:: Recorded information ::

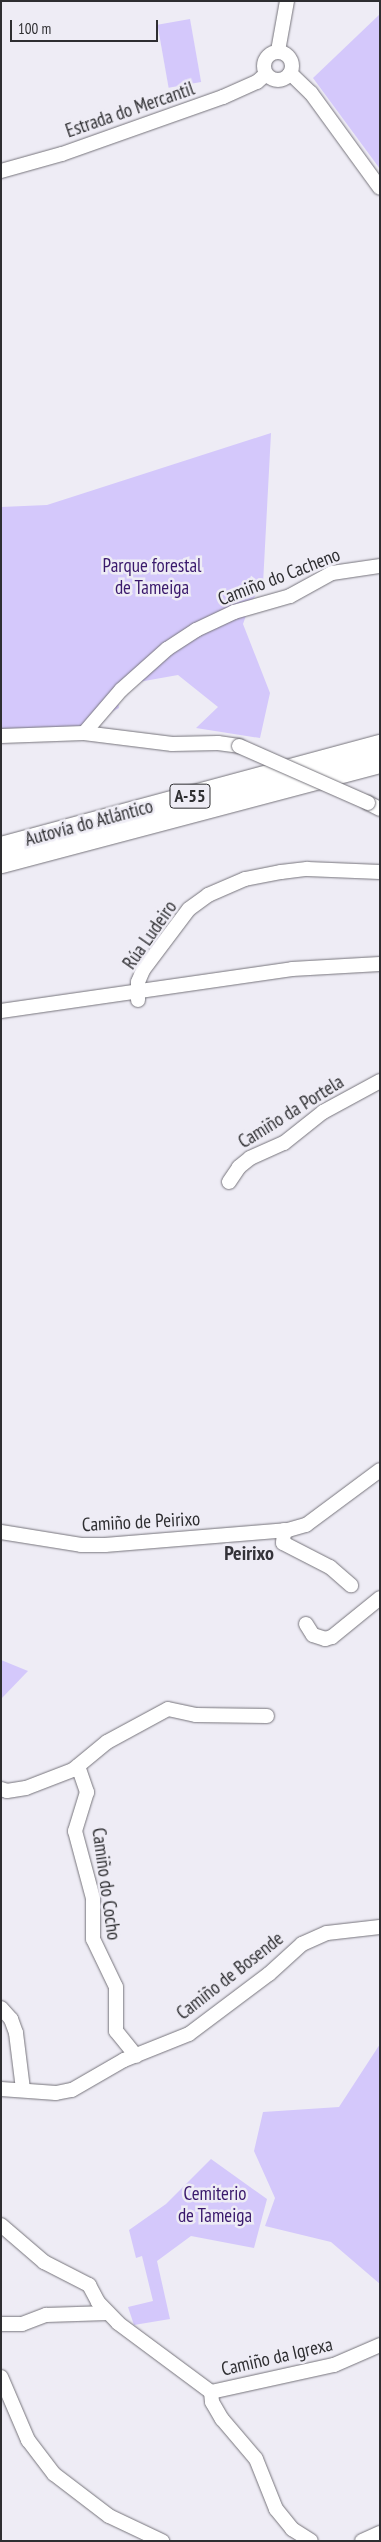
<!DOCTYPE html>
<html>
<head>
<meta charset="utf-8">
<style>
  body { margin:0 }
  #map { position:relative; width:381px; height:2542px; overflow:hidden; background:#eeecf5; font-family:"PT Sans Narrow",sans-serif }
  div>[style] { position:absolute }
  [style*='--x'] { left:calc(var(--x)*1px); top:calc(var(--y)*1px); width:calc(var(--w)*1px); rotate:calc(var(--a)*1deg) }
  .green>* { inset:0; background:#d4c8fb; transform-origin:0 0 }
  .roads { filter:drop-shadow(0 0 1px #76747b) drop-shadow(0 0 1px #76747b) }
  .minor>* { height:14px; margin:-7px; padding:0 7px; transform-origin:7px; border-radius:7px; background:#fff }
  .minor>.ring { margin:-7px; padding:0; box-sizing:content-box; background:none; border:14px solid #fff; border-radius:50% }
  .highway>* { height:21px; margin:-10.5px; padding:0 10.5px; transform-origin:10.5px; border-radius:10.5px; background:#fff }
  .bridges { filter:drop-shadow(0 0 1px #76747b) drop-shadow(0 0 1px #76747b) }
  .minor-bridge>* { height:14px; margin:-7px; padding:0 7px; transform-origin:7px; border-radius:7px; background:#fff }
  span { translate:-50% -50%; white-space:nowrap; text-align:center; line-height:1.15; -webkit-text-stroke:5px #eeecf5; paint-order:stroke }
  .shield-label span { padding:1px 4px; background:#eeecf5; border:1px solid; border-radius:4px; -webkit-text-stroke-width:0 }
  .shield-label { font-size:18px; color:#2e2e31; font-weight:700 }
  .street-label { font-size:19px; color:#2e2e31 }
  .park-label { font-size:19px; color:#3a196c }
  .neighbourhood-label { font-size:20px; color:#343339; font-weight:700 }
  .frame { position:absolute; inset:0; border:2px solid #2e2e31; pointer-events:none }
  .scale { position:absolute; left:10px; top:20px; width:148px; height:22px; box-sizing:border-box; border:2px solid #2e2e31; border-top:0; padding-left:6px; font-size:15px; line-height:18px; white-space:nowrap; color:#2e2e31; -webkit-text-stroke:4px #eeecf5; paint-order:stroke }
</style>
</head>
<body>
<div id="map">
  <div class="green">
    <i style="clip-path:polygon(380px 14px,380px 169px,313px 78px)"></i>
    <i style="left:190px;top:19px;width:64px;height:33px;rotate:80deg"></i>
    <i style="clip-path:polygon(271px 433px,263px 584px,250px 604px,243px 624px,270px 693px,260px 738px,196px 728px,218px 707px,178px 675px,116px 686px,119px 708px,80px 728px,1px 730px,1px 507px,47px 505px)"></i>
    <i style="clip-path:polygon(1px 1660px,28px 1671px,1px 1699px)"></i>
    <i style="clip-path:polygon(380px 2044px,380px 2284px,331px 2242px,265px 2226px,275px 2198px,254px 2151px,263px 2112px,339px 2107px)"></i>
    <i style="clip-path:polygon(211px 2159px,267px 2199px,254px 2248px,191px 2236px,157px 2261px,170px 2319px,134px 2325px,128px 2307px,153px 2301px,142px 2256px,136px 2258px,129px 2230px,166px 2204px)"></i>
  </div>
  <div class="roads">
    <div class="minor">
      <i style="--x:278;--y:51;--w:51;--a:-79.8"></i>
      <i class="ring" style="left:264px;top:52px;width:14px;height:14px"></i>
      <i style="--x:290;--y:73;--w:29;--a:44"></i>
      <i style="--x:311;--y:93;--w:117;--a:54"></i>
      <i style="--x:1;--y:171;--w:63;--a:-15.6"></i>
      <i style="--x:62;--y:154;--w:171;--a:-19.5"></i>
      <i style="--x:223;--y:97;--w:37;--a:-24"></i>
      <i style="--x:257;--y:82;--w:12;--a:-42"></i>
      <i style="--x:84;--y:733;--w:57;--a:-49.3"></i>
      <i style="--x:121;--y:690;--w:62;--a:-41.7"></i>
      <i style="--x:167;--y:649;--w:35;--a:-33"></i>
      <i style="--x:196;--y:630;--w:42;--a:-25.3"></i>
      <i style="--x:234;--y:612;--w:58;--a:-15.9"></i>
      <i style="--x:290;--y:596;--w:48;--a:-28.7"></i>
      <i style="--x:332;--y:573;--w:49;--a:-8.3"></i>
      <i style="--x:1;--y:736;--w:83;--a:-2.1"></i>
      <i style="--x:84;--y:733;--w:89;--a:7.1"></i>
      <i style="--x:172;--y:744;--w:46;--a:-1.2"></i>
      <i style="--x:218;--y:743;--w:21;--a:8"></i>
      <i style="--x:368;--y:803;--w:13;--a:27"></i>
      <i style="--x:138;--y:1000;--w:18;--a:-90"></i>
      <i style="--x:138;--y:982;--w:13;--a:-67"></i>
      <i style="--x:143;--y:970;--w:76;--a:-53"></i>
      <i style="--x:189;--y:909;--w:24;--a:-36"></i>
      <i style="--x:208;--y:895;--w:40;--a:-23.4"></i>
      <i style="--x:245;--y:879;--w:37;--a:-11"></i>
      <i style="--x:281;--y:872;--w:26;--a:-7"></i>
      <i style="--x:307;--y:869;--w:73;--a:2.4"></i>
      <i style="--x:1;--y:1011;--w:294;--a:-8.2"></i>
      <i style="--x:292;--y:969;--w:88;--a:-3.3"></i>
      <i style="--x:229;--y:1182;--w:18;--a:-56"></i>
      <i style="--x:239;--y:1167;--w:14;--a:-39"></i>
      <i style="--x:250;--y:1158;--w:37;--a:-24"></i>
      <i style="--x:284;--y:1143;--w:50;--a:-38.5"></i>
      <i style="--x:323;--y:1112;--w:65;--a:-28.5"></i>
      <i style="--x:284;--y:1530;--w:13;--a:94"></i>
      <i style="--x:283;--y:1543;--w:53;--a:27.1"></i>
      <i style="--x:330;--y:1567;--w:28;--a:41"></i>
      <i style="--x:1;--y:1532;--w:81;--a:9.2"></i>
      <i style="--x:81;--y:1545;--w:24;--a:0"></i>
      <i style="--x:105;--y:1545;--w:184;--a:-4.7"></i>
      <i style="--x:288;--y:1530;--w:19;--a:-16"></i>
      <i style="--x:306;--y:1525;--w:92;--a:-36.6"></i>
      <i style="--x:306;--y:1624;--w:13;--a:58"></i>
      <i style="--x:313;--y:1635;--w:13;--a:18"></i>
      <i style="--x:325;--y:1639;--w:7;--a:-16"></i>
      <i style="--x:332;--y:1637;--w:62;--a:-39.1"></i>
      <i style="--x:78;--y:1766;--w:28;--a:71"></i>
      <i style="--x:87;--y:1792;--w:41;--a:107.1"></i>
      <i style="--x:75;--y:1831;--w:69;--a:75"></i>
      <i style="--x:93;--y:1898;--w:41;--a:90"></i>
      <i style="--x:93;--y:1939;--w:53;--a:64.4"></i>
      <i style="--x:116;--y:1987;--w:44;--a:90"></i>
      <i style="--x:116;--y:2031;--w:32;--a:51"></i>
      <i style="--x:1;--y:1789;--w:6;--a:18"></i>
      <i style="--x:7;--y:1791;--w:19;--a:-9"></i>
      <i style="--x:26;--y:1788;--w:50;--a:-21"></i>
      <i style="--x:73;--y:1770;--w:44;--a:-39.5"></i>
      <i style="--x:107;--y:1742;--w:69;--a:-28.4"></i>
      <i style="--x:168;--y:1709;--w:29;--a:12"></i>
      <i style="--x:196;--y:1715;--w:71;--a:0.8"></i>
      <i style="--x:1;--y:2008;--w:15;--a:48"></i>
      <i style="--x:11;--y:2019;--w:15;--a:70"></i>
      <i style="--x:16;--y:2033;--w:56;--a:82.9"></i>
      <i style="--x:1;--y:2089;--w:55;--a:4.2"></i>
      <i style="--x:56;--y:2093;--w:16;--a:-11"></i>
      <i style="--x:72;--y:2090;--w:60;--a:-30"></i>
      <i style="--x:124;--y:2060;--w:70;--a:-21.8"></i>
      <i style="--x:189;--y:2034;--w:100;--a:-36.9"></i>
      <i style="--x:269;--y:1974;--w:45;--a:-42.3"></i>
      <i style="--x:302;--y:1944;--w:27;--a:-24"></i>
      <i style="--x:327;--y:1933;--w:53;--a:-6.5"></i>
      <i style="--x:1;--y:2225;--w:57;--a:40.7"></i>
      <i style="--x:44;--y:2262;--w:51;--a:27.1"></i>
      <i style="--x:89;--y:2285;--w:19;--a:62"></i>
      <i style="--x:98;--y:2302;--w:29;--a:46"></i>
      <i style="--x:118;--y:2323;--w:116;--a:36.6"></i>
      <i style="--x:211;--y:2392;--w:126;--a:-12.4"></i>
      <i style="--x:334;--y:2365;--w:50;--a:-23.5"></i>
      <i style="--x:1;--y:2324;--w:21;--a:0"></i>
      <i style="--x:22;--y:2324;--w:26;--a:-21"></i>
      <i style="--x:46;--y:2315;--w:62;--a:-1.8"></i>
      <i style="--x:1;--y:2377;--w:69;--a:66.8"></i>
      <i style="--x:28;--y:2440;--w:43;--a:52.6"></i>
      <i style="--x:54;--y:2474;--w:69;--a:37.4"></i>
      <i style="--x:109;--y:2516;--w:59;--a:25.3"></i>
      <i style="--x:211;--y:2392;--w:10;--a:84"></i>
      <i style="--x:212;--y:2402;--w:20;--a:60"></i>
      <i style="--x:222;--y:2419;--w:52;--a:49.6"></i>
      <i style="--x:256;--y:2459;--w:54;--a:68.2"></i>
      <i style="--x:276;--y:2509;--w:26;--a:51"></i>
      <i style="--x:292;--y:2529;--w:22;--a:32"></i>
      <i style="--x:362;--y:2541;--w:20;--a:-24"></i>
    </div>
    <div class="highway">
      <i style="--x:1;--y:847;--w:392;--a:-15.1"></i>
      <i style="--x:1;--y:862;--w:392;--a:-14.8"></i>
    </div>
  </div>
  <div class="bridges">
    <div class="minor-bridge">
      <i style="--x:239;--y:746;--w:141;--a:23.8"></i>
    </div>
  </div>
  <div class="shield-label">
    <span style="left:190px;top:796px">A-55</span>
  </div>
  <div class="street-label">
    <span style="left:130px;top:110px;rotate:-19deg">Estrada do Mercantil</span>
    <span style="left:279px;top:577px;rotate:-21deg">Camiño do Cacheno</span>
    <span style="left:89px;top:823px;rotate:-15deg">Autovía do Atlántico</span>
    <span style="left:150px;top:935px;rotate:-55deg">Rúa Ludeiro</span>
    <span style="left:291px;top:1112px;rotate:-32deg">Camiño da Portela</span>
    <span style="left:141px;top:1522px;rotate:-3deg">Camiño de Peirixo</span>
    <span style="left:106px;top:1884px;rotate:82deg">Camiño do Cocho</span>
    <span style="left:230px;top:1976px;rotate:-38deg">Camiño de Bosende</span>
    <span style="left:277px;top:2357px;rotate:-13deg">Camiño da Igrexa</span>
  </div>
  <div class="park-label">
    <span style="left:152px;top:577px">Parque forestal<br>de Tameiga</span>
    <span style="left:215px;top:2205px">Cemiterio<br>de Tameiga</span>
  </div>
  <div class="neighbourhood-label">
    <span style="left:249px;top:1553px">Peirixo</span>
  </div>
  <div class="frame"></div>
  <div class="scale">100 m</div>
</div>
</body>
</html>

:::

▸ About this task
Repeat, line for line and exactly, the material from its first line through the line that contains "font-size:18px; color:#2e2e31; font-weight:700", both ends included; no pictures belong in the copy.

▸ Response box
<!DOCTYPE html>
<html>
<head>
<meta charset="utf-8">
<style>
  body { margin:0 }
  #map { position:relative; width:381px; height:2542px; overflow:hidden; background:#eeecf5; font-family:"PT Sans Narrow",sans-serif }
  div>[style] { position:absolute }
  [style*='--x'] { left:calc(var(--x)*1px); top:calc(var(--y)*1px); width:calc(var(--w)*1px); rotate:calc(var(--a)*1deg) }
  .green>* { inset:0; background:#d4c8fb; transform-origin:0 0 }
  .roads { filter:drop-shadow(0 0 1px #76747b) drop-shadow(0 0 1px #76747b) }
  .minor>* { height:14px; margin:-7px; padding:0 7px; transform-origin:7px; border-radius:7px; background:#fff }
  .minor>.ring { margin:-7px; padding:0; box-sizing:content-box; background:none; border:14px solid #fff; border-radius:50% }
  .highway>* { height:21px; margin:-10.5px; padding:0 10.5px; transform-origin:10.5px; border-radius:10.5px; background:#fff }
  .bridges { filter:drop-shadow(0 0 1px #76747b) drop-shadow(0 0 1px #76747b) }
  .minor-bridge>* { height:14px; margin:-7px; padding:0 7px; transform-origin:7px; border-radius:7px; background:#fff }
  span { translate:-50% -50%; white-space:nowrap; text-align:center; line-height:1.15; -webkit-text-stroke:5px #eeecf5; paint-order:stroke }
  .shield-label span { padding:1px 4px; background:#eeecf5; border:1px solid; border-radius:4px; -webkit-text-stroke-width:0 }
  .shield-label { font-size:18px; color:#2e2e31; font-weight:700 }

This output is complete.